▸ Listed entries
****

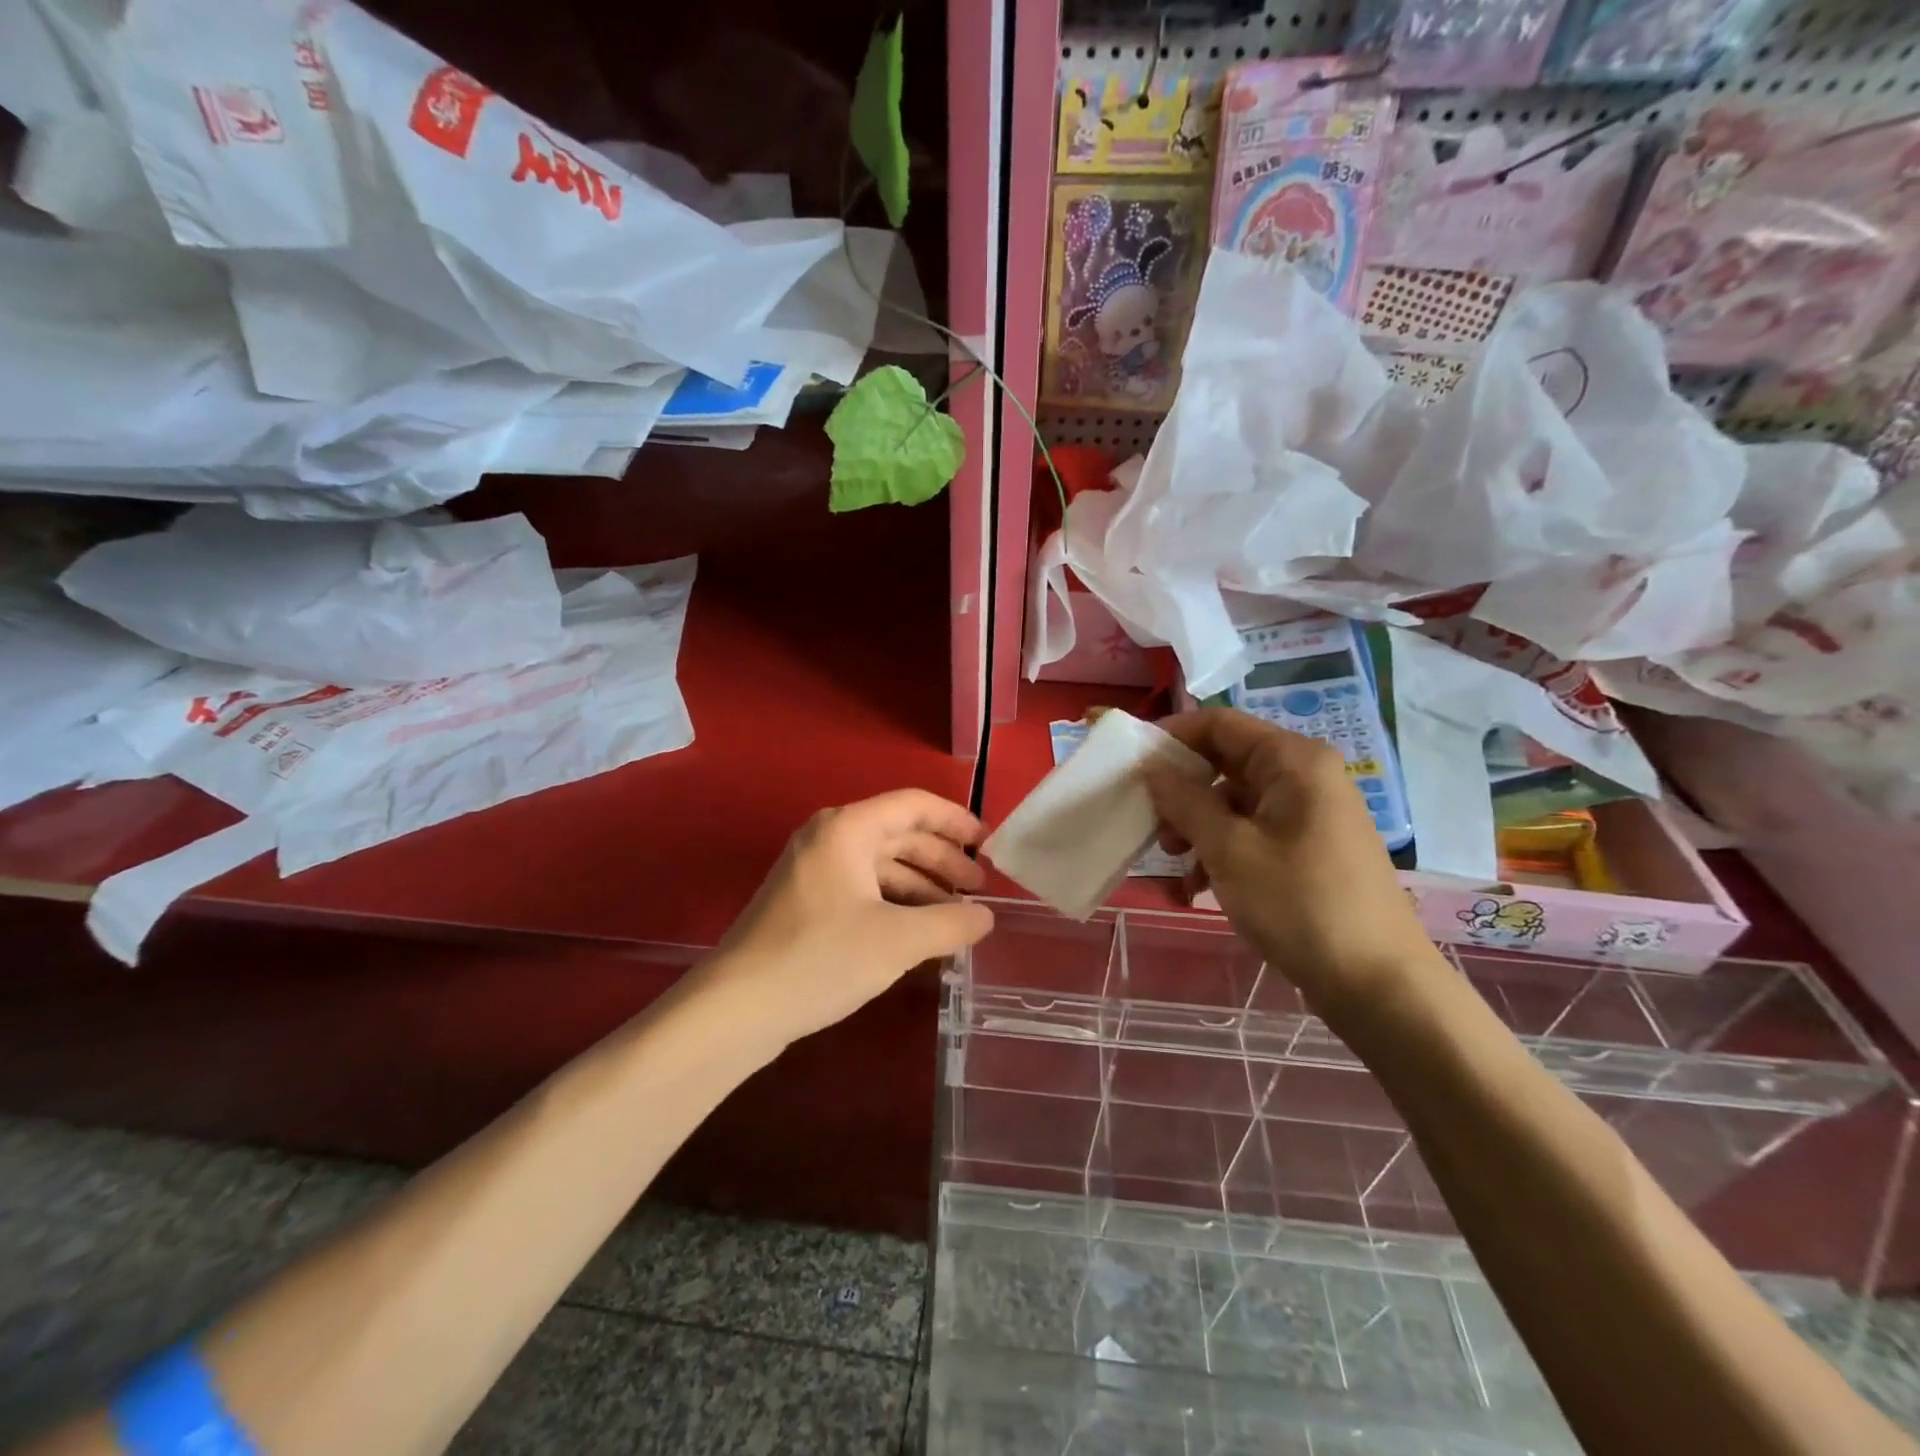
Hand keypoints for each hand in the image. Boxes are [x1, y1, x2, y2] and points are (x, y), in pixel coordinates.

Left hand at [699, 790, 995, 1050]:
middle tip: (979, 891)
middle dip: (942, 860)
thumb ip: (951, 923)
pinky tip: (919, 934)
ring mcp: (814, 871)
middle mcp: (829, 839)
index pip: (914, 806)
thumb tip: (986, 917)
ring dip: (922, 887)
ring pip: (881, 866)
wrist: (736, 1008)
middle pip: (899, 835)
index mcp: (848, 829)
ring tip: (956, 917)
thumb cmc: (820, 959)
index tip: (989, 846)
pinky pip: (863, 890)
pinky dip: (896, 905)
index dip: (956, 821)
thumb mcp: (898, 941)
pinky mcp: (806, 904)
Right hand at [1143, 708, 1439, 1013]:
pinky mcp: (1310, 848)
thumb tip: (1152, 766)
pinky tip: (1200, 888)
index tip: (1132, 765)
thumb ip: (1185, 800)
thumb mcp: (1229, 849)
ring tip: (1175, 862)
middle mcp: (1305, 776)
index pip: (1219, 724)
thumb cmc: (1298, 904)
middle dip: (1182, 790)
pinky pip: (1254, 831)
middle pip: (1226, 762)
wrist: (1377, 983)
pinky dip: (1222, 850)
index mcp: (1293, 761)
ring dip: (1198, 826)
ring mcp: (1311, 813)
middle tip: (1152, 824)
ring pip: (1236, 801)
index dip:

****

▸ Exercise aim
The answer must be the entries above, printed exactly, with no pictures.

▸ Exercise output
Hand keypoints for each hand in the image. Boxes are [x1, y1, x2, y2] and points are (x, y), in pixel coordinates.

Left hand at [699, 790, 995, 1050]:
middle tip: (979, 891)
middle dip: (942, 860)
thumb ip: (951, 923)
pinky tip: (919, 934)
ring mcp: (814, 871)
middle mcp: (829, 839)
index pip: (914, 806)
thumb tip: (986, 917)
ring dip: (922, 887)
ring pip: (881, 866)
wrist: (736, 1008)
middle pip: (899, 835)
index mcp: (848, 829)
ring tip: (956, 917)
thumb cmc: (820, 959)
index tip: (989, 846)
pinky pip: (863, 890)
pinky dip: (896, 905)
index dip: (956, 821)
thumb mcp: (898, 941)
pinky mcp: (806, 904)
Right hand at [1143, 708, 1439, 1013]:
pinky mcp: (1310, 848)
thumb tip: (1152, 766)
pinky tip: (1200, 888)
index tip: (1132, 765)
thumb ip: (1185, 800)
thumb mcp: (1229, 849)
ring tip: (1175, 862)
middle mcp: (1305, 776)
index pip: (1219, 724)
thumb cmc: (1298, 904)
middle dip: (1182, 790)
pinky pip: (1254, 831)
middle pip: (1226, 762)
wrist: (1377, 983)
pinky dip: (1222, 850)
index mcp: (1293, 761)
ring dip: (1198, 826)
ring mcp: (1311, 813)
middle tip: (1152, 824)
ring pip: (1236, 801)
index dip:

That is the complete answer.